The request was made after Mavcom received a letter from AirAsia in August 2019
By RAHIMI YUNUS / Pic By BERNAMA
LOW-COST carrier AirAsia Group Bhd had not responded to a request for information on complaints of long queues at immigration counters in Kuala Lumpur International Airport 2 (KLIA2), Malaysian Aviation Commission (Mavcom) said.
The request was made after Mavcom received a letter from AirAsia in August 2019, saying the company was documenting the congestion daily.
“We also made it clear in our reply to AirAsia that Mavcom was scheduled to meet with the Immigration Department of Malaysia and requested for the details to be provided to the commission prior to this meeting, as the availability of such information could be helpful in that discussion.
“Despite several reminders being sent to AirAsia requesting for these details, there was no response provided,” Mavcom said in a statement yesterday.

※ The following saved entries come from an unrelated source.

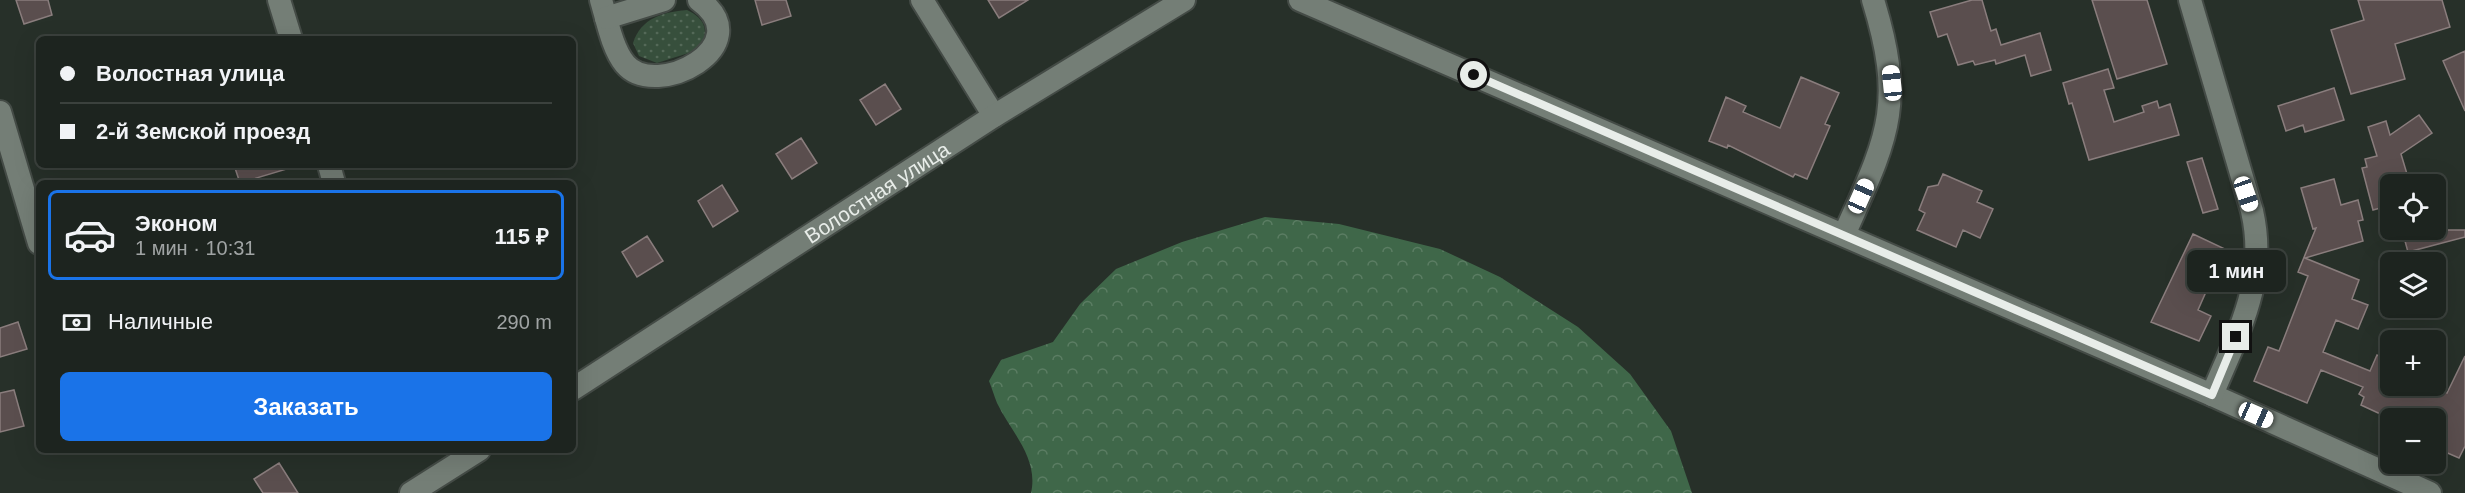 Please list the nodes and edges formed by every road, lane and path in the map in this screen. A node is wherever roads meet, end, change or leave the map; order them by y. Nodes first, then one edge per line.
1 (279, 0) edge
2 (664, 0) edge
3 (699, 0) edge
4 (922, 0) edge
5 (1184, 0) edge
6 (1300, 0) edge
7 (1873, 0) edge
8 (2190, 0) edge
9 (603, 9) edge
10 (290, 36) edge
11 (0, 112) edge
12 (994, 116) junction
13 (36, 233) edge
14 (1844, 235) junction
15 (576, 387) edge
16 (2212, 395) junction
17 (466, 454) edge
18 (411, 493) edge
19 (2430, 493) edge

1 - 10 street
2 - 9 street
3 - 9 street
4 - 12 street
5 - 12 street, Волостная улица
6 - 14 street
7 - 14 street
8 - 16 street
11 - 13 street
12 - 15 street, Волостная улица
14 - 16 street
16 - 19 street
17 - 18 street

The commission also said it had requested for details of the congestion claims made by AirAsia ahead of a scheduled meeting with the Immigration Department of Malaysia. However, according to Mavcom, AirAsia did not respond to the request for information.
The commission said it proceeded to meet with the Immigration Department DG and the director of Immigration of KLIA to discuss the immigration queues matter.
“Work is on schedule to complete a further eight service quality elements, including those related to queuing times for immigration, check-in, customs, as well as kerbside.
The commission will monitor the queuing time performance at all these areas within the Airports QoS (quality of service) framework to ensure improved services by all relevant parties involved,” it added.
To date, Mavcom said 20 service quality elements at KLIA and KLIA2 have been implemented as part of the Airports QoS framework, which is designed to elevate service levels at airports in Malaysia.
Last week, AirAsia Malaysia CEO Riad Asmat and AirAsia X Bhd CEO Benyamin Ismail claimed that visitors had to queue for over an hour at immigration gates, especially during peak hours from 3am to 7am, 2pm to 7pm and 9pm to midnight.
“It has gotten so bad that countless guests have complained to us about missing their connecting flights, as well as important meetings and appointments,” the two CEOs said.
They directed the issue to Malaysia Airports Holdings Bhd (MAHB), saying floor space and configuration at KLIA2, including the ability to add more counters and extend the queuing area, fall under the airport operator’s responsibility.
In a statement, MAHB said an unusual long immigration queue time on arrival at KLIA which occurred on Oct 16 was an isolated incident as immigration clearance at KLIA2 is typically within an average of 10 minutes.
The company said the utilisation of immigration counters was at 70% during the unusual long queue.